Back in 2012, when I was interning for the Catholic Parliamentary Liaison Office (CPLO), I was still a broke student navigating my very first “real” job. I didn’t have much money.
So when we hosted staff from various Catholic relief organisations and I was asked to help lead a delegation to Robben Island, I felt both honoured and extremely lucky. Tickets for locals can be expensive, and at the time I couldn’t have afforded the trip myself. Having my ferry ticket covered was a small miracle I will never forget.

The Ferry Ride
I’ve always loved boat trips, so the moment we stepped onto the ferry I was buzzing with excitement. The weather was perfect it was a crisp autumn day with clear skies. Table Mountain loomed majestically behind us. The ferry had an open deck, and I spent most of the ride outside, watching the bright blue water shimmer beneath us.
The group consisted of people from South Africa, Italy, Kenya, São Tomé, and more we were in high spirits. Thankfully, no one got seasick, and the calm water made the ride feel serene.
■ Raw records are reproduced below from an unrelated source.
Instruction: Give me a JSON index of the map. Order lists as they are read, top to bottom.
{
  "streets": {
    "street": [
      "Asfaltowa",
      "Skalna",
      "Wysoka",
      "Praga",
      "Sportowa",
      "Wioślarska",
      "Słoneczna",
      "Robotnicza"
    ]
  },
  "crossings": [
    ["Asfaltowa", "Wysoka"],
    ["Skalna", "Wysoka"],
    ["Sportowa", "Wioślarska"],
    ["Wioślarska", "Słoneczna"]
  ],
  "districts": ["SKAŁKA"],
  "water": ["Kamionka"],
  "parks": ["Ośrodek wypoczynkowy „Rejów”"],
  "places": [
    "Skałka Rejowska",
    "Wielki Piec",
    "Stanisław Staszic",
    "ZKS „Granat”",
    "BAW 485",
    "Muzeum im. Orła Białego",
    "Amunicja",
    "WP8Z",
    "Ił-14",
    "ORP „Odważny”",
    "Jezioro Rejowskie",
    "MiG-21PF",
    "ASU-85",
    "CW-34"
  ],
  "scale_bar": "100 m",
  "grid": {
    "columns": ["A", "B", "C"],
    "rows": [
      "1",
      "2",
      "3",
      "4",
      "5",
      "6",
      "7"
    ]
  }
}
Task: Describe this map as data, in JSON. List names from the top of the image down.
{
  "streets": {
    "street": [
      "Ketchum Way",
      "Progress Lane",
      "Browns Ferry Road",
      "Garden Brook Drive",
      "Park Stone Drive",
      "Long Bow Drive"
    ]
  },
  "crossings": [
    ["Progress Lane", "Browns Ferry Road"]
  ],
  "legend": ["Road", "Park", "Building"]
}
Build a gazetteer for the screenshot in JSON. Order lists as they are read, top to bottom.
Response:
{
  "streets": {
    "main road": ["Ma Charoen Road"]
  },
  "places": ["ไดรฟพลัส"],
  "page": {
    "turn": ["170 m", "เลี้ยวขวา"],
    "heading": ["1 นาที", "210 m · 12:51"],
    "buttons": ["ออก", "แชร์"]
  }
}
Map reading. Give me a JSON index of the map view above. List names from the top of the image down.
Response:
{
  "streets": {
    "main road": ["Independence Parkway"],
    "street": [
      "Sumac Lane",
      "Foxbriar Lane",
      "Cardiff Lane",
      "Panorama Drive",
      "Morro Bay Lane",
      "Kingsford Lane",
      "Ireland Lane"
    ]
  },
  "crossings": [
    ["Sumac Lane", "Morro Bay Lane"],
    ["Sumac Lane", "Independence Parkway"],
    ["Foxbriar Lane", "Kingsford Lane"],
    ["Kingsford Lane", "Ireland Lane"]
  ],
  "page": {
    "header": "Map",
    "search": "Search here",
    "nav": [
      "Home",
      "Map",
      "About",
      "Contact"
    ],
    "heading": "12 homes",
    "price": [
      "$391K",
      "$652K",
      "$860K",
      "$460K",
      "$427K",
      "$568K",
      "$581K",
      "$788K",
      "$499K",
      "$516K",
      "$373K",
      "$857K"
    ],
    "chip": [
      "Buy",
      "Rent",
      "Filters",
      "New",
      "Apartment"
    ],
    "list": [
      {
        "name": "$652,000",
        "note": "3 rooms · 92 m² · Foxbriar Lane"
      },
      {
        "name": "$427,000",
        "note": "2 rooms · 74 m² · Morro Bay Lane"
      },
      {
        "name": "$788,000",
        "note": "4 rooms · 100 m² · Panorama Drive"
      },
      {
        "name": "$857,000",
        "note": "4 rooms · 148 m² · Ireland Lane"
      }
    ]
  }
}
As we approached the island, I spotted a lighthouse and a few scattered buildings, and I couldn’t help thinking about the incredible history contained in this small island.

Arriving on the Island
Once we docked, we boarded large tour buses that took us past the old quarry and through the island. To visit Robben Island yourself, the ferry departs from the Nelson Mandela Gateway at the V&A Waterfront in Cape Town. A standard tour includes the ferry ride, a bus tour around the island, and a guided walk through the former prison. This includes the maximum-security block and Nelson Mandela’s cell. The entire experience takes about 3.5 hours, and it’s essential to book your tickets in advance, as tours are dependent on both weather and demand.
The quarry which we passed had been used for hard labour by political prisoners under extreme conditions scorching heat, freezing rain, and wet winter days. Seeing the empty quarry today, it was almost impossible to imagine the suffering that once happened there.
Our guide was a former political prisoner, which added an emotional weight to the stories we heard. Standing there, listening to someone recount their own experience of imprisonment, made the history tangible in a way no textbook ever could.
Mandela’s Cell
The highlight and most sobering moment was entering the now-defunct prison to see Nelson Mandela’s tiny cell. One thin blanket, bare walls, a small barred window. It’s almost impossible to describe the emotional impact of seeing the space where someone endured 27 years of imprisonment for fighting for freedom.
It was incredibly moving, and I remember feeling very sad.

The Journey Back
The ferry ride back was just as beautiful. The weather stayed perfect, the water calm, and Table Mountain slowly reappeared in the distance. When we disembarked, there was the option to purchase a professional photo. My friend from Kenya generously covered mine, which I later paid her back for. That framed photo still sits in my home today, a small memento of an unforgettable day.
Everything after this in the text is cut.